Karena, ada juga yang merasa pindah kos itu tidak gampang. Ada yang karena malas memindahkan barang dari satu tempat ke tempat lain, apalagi kalau barangnya tidak cuma pakaian saja.
Misalnya, ada yang punya tv, lemari, keyboard, AC, WiFi router, sepeda, sampai kulkas sekalian. Wah, kok tajir banget!
Meskipun itu hanya ilustrasi, tapi ada juga yang memang seperti itu. Lalu, bagaimana dengan saya? Kalau saya, bukan soal barangnya, tetapi memang malas saja untuk pindah.
Begitu juga kalau sudah merasa betah dan cocok dengan situasi kos tersebut, maka sulit untuk pindah. Bahkan, meski kos-nya sering dikatakan sudah ketinggalan zaman karena tidak ada fasilitas WiFi pun, saya akan berpikir berkali-kali untuk pindah.
Tetapi di sisi lain, saya berpikir kalau pindah kos masih lebih gampang dibandingkan pindah warga negara. Apa saja faktornya?
Pertama, adaptasinya lebih berat. Kita tidak bisa hanya bermodalkan vlog di media sosial yang mengulas atau malah hanya menangkap sekilas keadaan suatu daerah di suatu negara.

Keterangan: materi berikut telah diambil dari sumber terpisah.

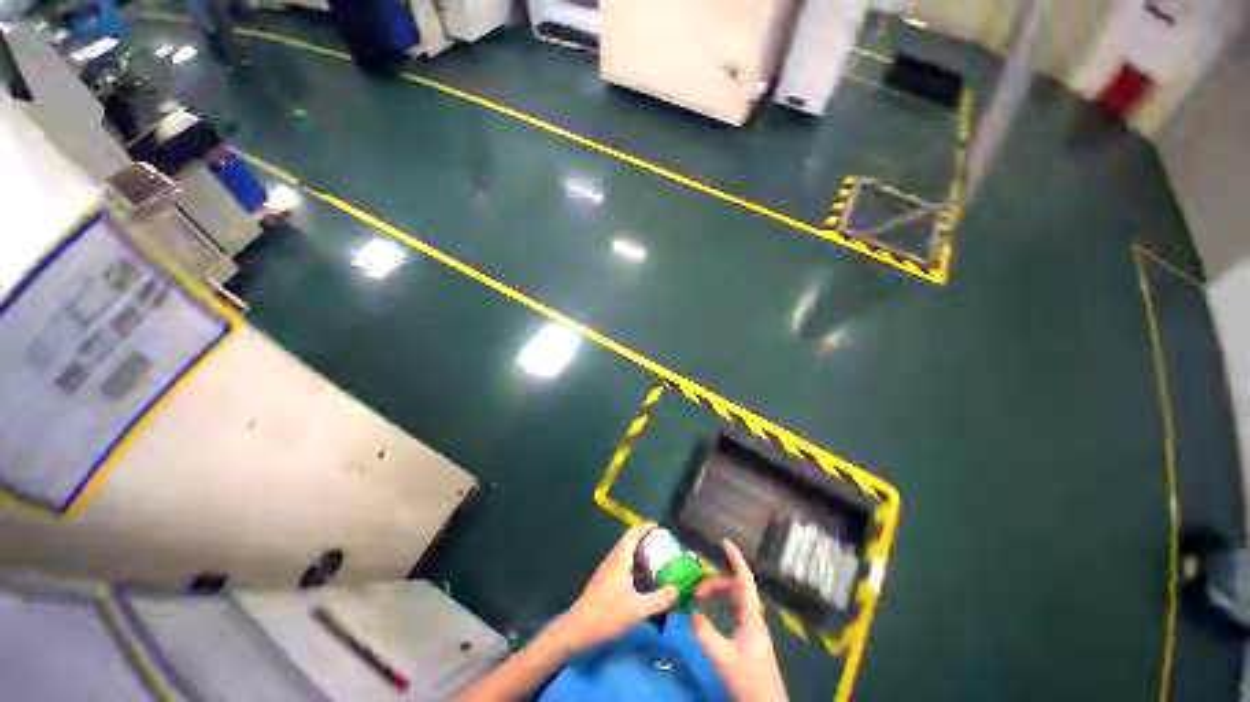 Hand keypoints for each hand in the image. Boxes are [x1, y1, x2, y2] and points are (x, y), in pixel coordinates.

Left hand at [551, 522, 678, 653]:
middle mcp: (612, 560)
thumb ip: (659, 599)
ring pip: (623, 554)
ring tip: (654, 561)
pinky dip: (632, 565)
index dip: (644, 527)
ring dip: (638, 553)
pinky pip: (620, 565)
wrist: (577, 629)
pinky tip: (640, 580)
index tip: (658, 526)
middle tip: (660, 544)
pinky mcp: (603, 581)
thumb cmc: (607, 614)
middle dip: (644, 540)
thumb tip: (677, 590)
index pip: (632, 534)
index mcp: (619, 559)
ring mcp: (606, 571)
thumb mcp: (638, 609)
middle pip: (628, 542)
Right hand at [693, 539, 787, 701]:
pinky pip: (734, 611)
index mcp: (751, 617)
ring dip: (718, 593)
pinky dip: (721, 605)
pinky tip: (710, 613)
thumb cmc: (748, 681)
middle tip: (695, 587)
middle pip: (736, 588)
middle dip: (716, 581)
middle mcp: (753, 618)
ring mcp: (752, 629)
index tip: (724, 542)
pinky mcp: (749, 640)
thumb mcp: (723, 658)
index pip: (744, 579)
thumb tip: (693, 613)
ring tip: (699, 597)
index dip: (736, 558)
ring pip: (735, 600)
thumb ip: (705, 634) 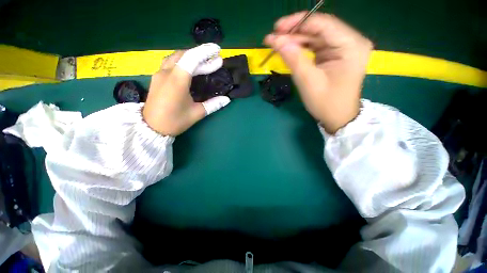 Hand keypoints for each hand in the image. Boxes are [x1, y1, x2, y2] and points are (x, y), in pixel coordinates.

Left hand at [142, 43, 230, 135]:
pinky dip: (183, 62)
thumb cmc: (175, 121)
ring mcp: (159, 74)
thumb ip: (213, 105)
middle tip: (216, 60)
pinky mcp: (157, 78)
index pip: (191, 59)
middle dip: (202, 55)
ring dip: (192, 57)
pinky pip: (171, 63)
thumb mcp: (197, 113)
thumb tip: (227, 99)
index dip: (205, 52)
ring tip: (205, 61)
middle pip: (184, 56)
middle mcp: (166, 73)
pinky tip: (191, 68)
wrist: (151, 128)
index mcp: (177, 81)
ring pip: (176, 57)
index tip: (217, 50)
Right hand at [264, 12, 372, 133]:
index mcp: (351, 46)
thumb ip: (294, 59)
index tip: (277, 28)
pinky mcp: (336, 55)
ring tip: (277, 43)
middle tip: (273, 37)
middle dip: (295, 32)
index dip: (298, 23)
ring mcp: (344, 48)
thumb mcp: (308, 82)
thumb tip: (276, 40)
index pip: (323, 24)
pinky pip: (316, 46)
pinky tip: (288, 49)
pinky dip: (301, 47)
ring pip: (316, 36)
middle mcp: (351, 42)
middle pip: (319, 29)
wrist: (338, 117)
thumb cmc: (326, 103)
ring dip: (296, 40) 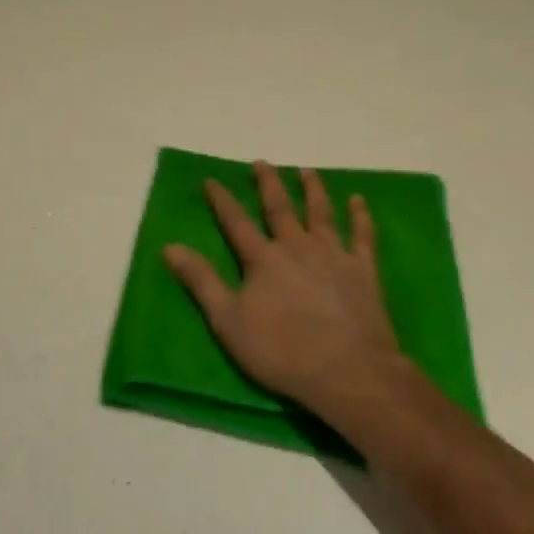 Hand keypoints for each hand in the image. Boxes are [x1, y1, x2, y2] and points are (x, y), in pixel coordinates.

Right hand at [164, 162, 414, 423]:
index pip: (236, 222)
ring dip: (312, 189)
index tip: (212, 180)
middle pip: (280, 208)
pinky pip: (362, 235)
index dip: (222, 201)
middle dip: (268, 183)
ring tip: (306, 170)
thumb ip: (201, 282)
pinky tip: (358, 200)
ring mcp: (334, 255)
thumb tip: (170, 247)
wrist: (349, 371)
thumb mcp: (229, 322)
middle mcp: (298, 247)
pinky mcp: (363, 269)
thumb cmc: (283, 352)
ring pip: (321, 212)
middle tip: (262, 162)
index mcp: (264, 259)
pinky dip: (360, 215)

Kita harus datang langsung untuk "beruji nyali". Jika tidak demikian, maka mustahil untuk dapat beradaptasi dengan keadaan yang sudah pasti berbeda dengan keadaan di negara asal.
Apakah kita hanya datang untuk menjadi penduduk yang mengakar di apartemen, lalu setiap hari membeli segalanya lewat layanan pesan-antar saja?
Kedua, kita tidak hanya berhenti pada penguasaan bahasa dan budaya yang dimiliki negara tujuan. Setelah kita menguasai, maka kita harus mengetahui ketepatan penggunaannya.
Belum tentu, pada semua momen kita akan bisa menggunakan cara bertutur yang sedemikian rupa--yang kita tahu sebelumnya. Bisa saja berbeda tempat, maka berbeda pula gaya atau penerapannya.